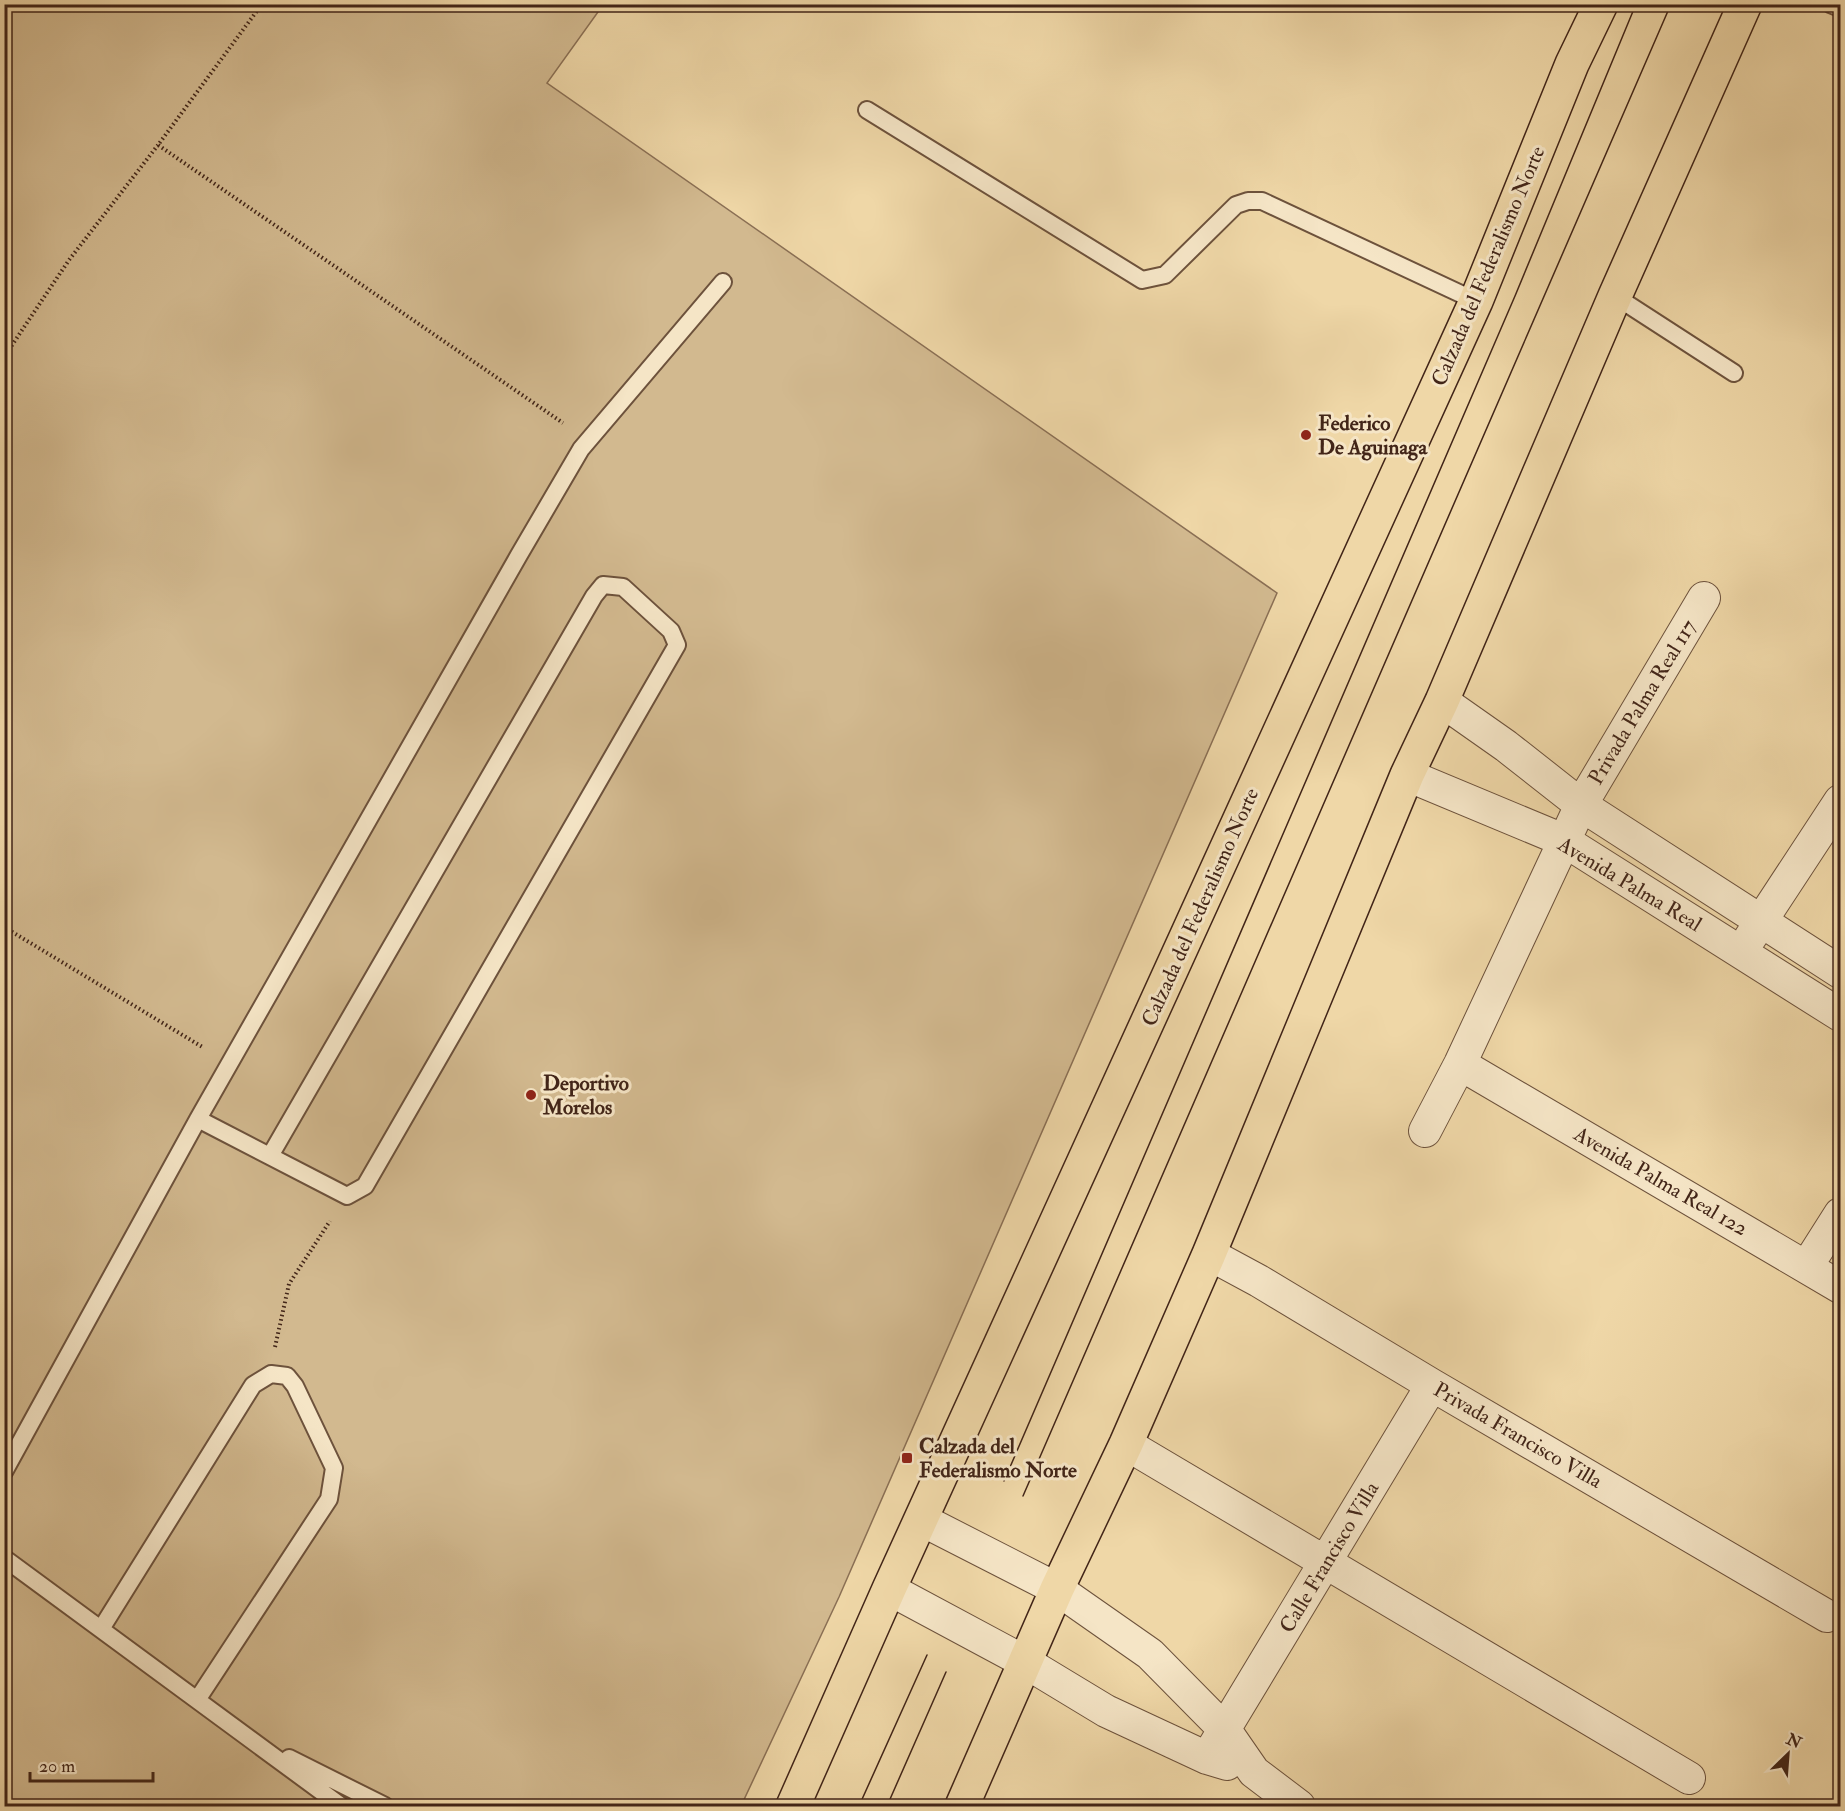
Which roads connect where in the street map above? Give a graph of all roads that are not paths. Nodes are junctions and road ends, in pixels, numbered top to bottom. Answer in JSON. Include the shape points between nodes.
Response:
{"nodes":[{"id":1,"x":1601,"y":4,"type":"edge"},
{"id":2,"x":1745,"y":4,"type":"edge"},
{"id":3,"x":1830,"y":4,"type":"edge"},
{"id":4,"x":1840,"y":8,"type":"edge"},
{"id":5,"x":867,"y":110,"type":"dead end"},
{"id":6,"x":723,"y":282,"type":"dead end"},
{"id":7,"x":1615,"y":296,"type":"junction"},
{"id":8,"x":1476,"y":301,"type":"junction"},
{"id":9,"x":1734,"y":373,"type":"dead end"},
{"id":10,"x":1704,"y":598,"type":"dead end"},
{"id":11,"x":1442,"y":701,"type":"junction"},
{"id":12,"x":1407,"y":775,"type":"junction"},
{"id":13,"x":1840,"y":801,"type":"edge"},
{"id":14,"x":1581,"y":805,"type":"junction"},
{"id":15,"x":1563,"y":840,"type":"junction"},
{"id":16,"x":1761,"y":921,"type":"junction"},
{"id":17,"x":1741,"y":952,"type":"junction"},
{"id":18,"x":1840,"y":972,"type":"edge"},
{"id":19,"x":1840,"y":1015,"type":"edge"},
{"id":20,"x":1460,"y":1064,"type":"junction"},
{"id":21,"x":198,"y":1119,"type":"junction"},
{"id":22,"x":1425,"y":1131,"type":"dead end"},
{"id":23,"x":270,"y":1156,"type":"junction"},
{"id":24,"x":1840,"y":1214,"type":"edge"},
{"id":25,"x":1209,"y":1254,"type":"junction"},
{"id":26,"x":1807,"y":1266,"type":"junction"},
{"id":27,"x":1840,"y":1287,"type":"edge"},
{"id":28,"x":1432,"y":1384,"type":"junction"},
{"id":29,"x":1126,"y":1444,"type":"junction"},
{"id":30,"x":4,"y":1472,"type":"edge"},
{"id":31,"x":922,"y":1520,"type":"junction"},
{"id":32,"x":4,"y":1558,"type":"edge"},
{"id":33,"x":1326,"y":1563,"type":"junction"},
{"id":34,"x":889,"y":1589,"type":"junction"},
{"id":35,"x":1057,"y":1589,"type":"junction"},
{"id":36,"x":1827,"y":1616,"type":"dead end"},
{"id":37,"x":100,"y":1629,"type":"junction"},
{"id":38,"x":1025,"y":1662,"type":"junction"},
{"id":39,"x":197,"y":1700,"type":"junction"},
{"id":40,"x":1225,"y":1730,"type":"junction"},
{"id":41,"x":246,"y":1736,"type":"junction"},
{"id":42,"x":1207,"y":1758,"type":"junction"},
{"id":43,"x":1254,"y":1772,"type":"junction"},
{"id":44,"x":1689,"y":1778,"type":"dead end"},
{"id":45,"x":341,"y":1806,"type":"edge"},
{"id":46,"x":385,"y":1806,"type":"edge"},
{"id":47,"x":793,"y":1806,"type":"edge"},
{"id":48,"x":962,"y":1806,"type":"edge"},
{"id":49,"x":1299,"y":1806,"type":"edge"}],
"edges":[{"from":1,"to":8,"type":"main road","name":"Calzada del Federalismo Norte","via":[[1572,64]]},
{"from":2,"to":7,"type":"main road"},
{"from":3,"to":4,"type":"lane"},
{"from":5,"to":8,"type":"lane","via":[[1142,280],[1165,275],[1236,205],[1262,201]]},
{"from":6,"to":21,"type":"lane","via":[[588,441]]},
{"from":7,"to":9,"type":"lane"},
{"from":7,"to":11,"type":"main road"},
{"from":8,"to":31,"type":"main road","name":"Calzada del Federalismo Norte"},
{"from":10,"to":14,"type":"street","name":"Privada Palma Real 117"},
{"from":11,"to":12,"type":"main road"},
{"from":11,"to":14,"type":"street","name":"Avenida Palma Real"},
{"from":12,"to":15,"type":"street","name":"Avenida Palma Real"},
{"from":12,"to":25,"type":"main road"},
{"from":13,"to":16,"type":"street"},
{"from":14,"to":15,"type":"street"},
{"from":14,"to":16,"type":"street","name":"Avenida Palma Real"},
{"from":15,"to":17,"type":"street","name":"Avenida Palma Real"},
{"from":15,"to":20,"type":"street"},
{"from":16,"to":17,"type":"street"},
{"from":16,"to":18,"type":"street","name":"Avenida Palma Real"},
{"from":17,"to":19,"type":"street","name":"Avenida Palma Real"},
{"from":20,"to":22,"type":"street"},
{"from":20,"to":26,"type":"street","name":"Avenida Palma Real 122"},
{"from":21,"to":23,"type":"lane"},
{"from":21,"to":30,"type":"lane"},
{"from":23,"to":23,"type":"lane","via":[[594,596],[603,585],[623,587],[671,631],[676,645],[365,1186],[347,1196]]},
{"from":24,"to":26,"type":"street"},
{"from":25,"to":28,"type":"street","name":"Privada Francisco Villa"},
{"from":25,"to":29,"type":"main road"},
{"from":26,"to":27,"type":"street","name":"Avenida Palma Real 122"},
{"from":28,"to":33,"type":"street","name":"Calle Francisco Villa"},
{"from":28,"to":36,"type":"street","name":"Privada Francisco Villa"},
{"from":29,"to":33,"type":"street"},
{"from":29,"to":35,"type":"main road"},
{"from":31,"to":34,"type":"main road","name":"Calzada del Federalismo Norte"},
{"from":31,"to":35,"type":"street"},
{"from":32,"to":37,"type":"lane"},
{"from":33,"to":40,"type":"street","name":"Calle Francisco Villa"},
{"from":33,"to":44,"type":"street"},
{"from":34,"to":38,"type":"street"},
{"from":34,"to":47,"type":"main road","name":"Calzada del Federalismo Norte"},
{"from":35,"to":38,"type":"main road"},
{"from":35,"to":40,"type":"street","via":[[1150,1654]]},
{"from":37,"to":39,"type":"lane"},
{"from":37,"to":39,"type":"lane","via":[[253,1385],[271,1374],[287,1376],[334,1468],[329,1498]]},
{"from":38,"to":42,"type":"street","via":[[1106,1711]]},
{"from":38,"to":48,"type":"main road"},
{"from":39,"to":41,"type":"lane"},
{"from":40,"to":42,"type":"street","name":"Calle Francisco Villa"},
{"from":40,"to":43,"type":"street"},
{"from":41,"to":45,"type":"lane"},
{"from":41,"to":46,"type":"lane"},
{"from":42,"to":43,"type":"street"},
{"from":43,"to":49,"type":"street"}]}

══════════════════════════════

Task goal:
In transcribing the lines above, omit the images and keep all else exact.

Written solution:
Which roads connect where in the street map above? Give a graph of all roads that are not paths. Nodes are junctions and road ends, in pixels, numbered top to bottom. Answer in JSON. Include the shape points between nodes.
Response:
{"nodes":[{"id":1,"x":1601,"y":4,"type":"edge"},
{"id":2,"x":1745,"y":4,"type":"edge"},
{"id":3,"x":1830,"y":4,"type":"edge"},
{"id":4,"x":1840,"y":8,"type":"edge"},
{"id":5,"x":867,"y":110,"type":"dead end"},
{"id":6,"x":723,"y":282,"type":"dead end"},
{"id":7,"x":1615,"y":296,"type":"junction"},
{"id":8,"x":1476,"y":301,"type":"junction"},
{"id":9,"x":1734,"y":373,"type":"dead end"},
{"id":10,"x":1704,"y":598,"type":"dead end"},
{"id":11,"x":1442,"y":701,"type":"junction"},
{"id":12,"x":1407,"y":775,"type":"junction"},
{"id":13,"x":1840,"y":801,"type":"edge"},
{"id":14,"x":1581,"y":805,"type":"junction"},
{"id":15,"x":1563,"y":840,"type":"junction"},
{"id":16,"x":1761,"y":921,"type":"junction"},
{"id":17,"x":1741,"y":952,"type":"junction"},
{"id":18,"x":1840,"y":972,"type":"edge"},
{"id":19,"x":1840,"y":1015,"type":"edge"},
{"id":20,"x":1460,"y":1064,"type":"junction"},
{"id":21,"x":198,"y":1119,"type":"junction"},
{"id":22,"x":1425,"y":1131,"type":"dead end"},
{"id":23,"x":270,"y":1156,"type":"junction"},
{"id":24,"x":1840,"y":1214,"type":"edge"},
{"id":25,"x":1209,"y":1254,"type":"junction"},
{"id":26,"x":1807,"y":1266,"type":"junction"},
{"id":27,"x":1840,"y":1287,"type":"edge"},
{"id":28,"x":1432,"y":1384,"type":"junction"},
{"id":29,"x":1126,"y":1444,"type":"junction"},
{"id":30,"x":4,"y":1472,"type":"edge"},
{"id":31,"x":922,"y":1520,"type":"junction"},
{"id":32,"x":4,"y":1558,"type":"edge"},
{"id":33,"x":1326,"y":1563,"type":"junction"},
{"id":34,"x":889,"y":1589,"type":"junction"},
{"id":35,"x":1057,"y":1589,"type":"junction"},
{"id":36,"x":1827,"y":1616,"type":"dead end"},
{"id":37,"x":100,"y":1629,"type":"junction"},
{"id":38,"x":1025,"y":1662,"type":"junction"},
{"id":39,"x":197,"y":1700,"type":"junction"},
{"id":40,"x":1225,"y":1730,"type":"junction"},
{"id":41,"x":246,"y":1736,"type":"junction"},
{"id":42,"x":1207,"y":1758,"type":"junction"},
{"id":43,"x":1254,"y":1772,"type":"junction"},
{"id":44,"x":1689,"y":1778,"type":"dead end"},
{"id":45,"x":341,"y":1806,"type":"edge"},
{"id":46,"x":385,"y":1806,"type":"edge"},
{"id":47,"x":793,"y":1806,"type":"edge"},
{"id":48,"x":962,"y":1806,"type":"edge"},
{"id":49,"x":1299,"y":1806,"type":"edge"}],
"edges":[{"from":1,"to":8,"type":"main road","name":"Calzada del Federalismo Norte","via":[[1572,64]]},
{"from":2,"to":7,"type":"main road"},
{"from":3,"to":4,"type":"lane"},
{"from":5,"to":8,"type":"lane","via":[[1142,280],[1165,275],[1236,205],[1262,201]]},
{"from":6,"to":21,"type":"lane","via":[[588,441]]},
{"from":7,"to":9,"type":"lane"},
{"from":7,"to":11,"type":"main road"},
{"from":8,"to":31,"type":"main road","name":"Calzada del Federalismo Norte"},
{"from":10,"to":14,"type":"street","name":"Privada Palma Real 117"},
{"from":11,"to":12,"type":"main road"},
{"from":11,"to":14,"type":"street","name":"Avenida Palma Real"},
{"from":12,"to":15,"type":"street","name":"Avenida Palma Real"},
{"from":12,"to":25,"type":"main road"},
{"from":13,"to":16,"type":"street"},
{"from":14,"to":15,"type":"street"},
{"from":14,"to":16,"type":"street","name":"Avenida Palma Real"},
{"from":15,"to":17,"type":"street","name":"Avenida Palma Real"},
{"from":15,"to":20,"type":"street"},
{"from":16,"to":17,"type":"street"},
{"from":16,"to":18,"type":"street","name":"Avenida Palma Real"},
{"from":17,"to":19,"type":"street","name":"Avenida Palma Real"},
{"from":20,"to":22,"type":"street"},
{"from":20,"to":26,"type":"street","name":"Avenida Palma Real 122"},
{"from":21,"to":23,"type":"lane"},
{"from":21,"to":30,"type":"lane"},
{"from":23,"to":23,"type":"lane","via":[[594,596],[603,585],[623,587],[671,631],[676,645],[365,1186],[347,1196]]},
{"from":24,"to":26,"type":"street"},
{"from":25,"to":28,"type":"street","name":"Privada Francisco Villa"},
{"from":25,"to":29,"type":"main road"},
{"from":26,"to":27,"type":"street","name":"Avenida Palma Real 122"},
{"from":28,"to":33,"type":"street","name":"Calle Francisco Villa"},
{"from":28,"to":36,"type":"street","name":"Privada Francisco Villa"},
{"from":29,"to":33,"type":"street"},
{"from":29,"to":35,"type":"main road"},
{"from":31,"to":34,"type":"main road","name":"Calzada del Federalismo Norte"},
{"from":31,"to":35,"type":"street"},
{"from":32,"to":37,"type":"lane"},
{"from":33,"to":40,"type":"street","name":"Calle Francisco Villa"},
{"from":33,"to":44,"type":"street"},
{"from":34,"to":38,"type":"street"},
{"from":34,"to":47,"type":"main road","name":"Calzada del Federalismo Norte"},
{"from":35,"to":38,"type":"main road"},
{"from":35,"to":40,"type":"street","via":[[1150,1654]]},
{"from":37,"to":39,"type":"lane"},
{"from":37,"to":39,"type":"lane","via":[[253,1385],[271,1374],[287,1376],[334,1468],[329,1498]]},
{"from":38,"to":42,"type":"street","via":[[1106,1711]]},
{"from":38,"to":48,"type":"main road"},
{"from":39,"to":41,"type":"lane"},
{"from":40,"to":42,"type":"street","name":"Calle Francisco Villa"},
{"from":40,"to":43,"type":"street"},
{"from":41,"to":45,"type":"lane"},
{"from":41,"to":46,"type":"lane"},
{"from":42,"to":43,"type":"street"},
{"from":43,"to":49,"type":"street"}]}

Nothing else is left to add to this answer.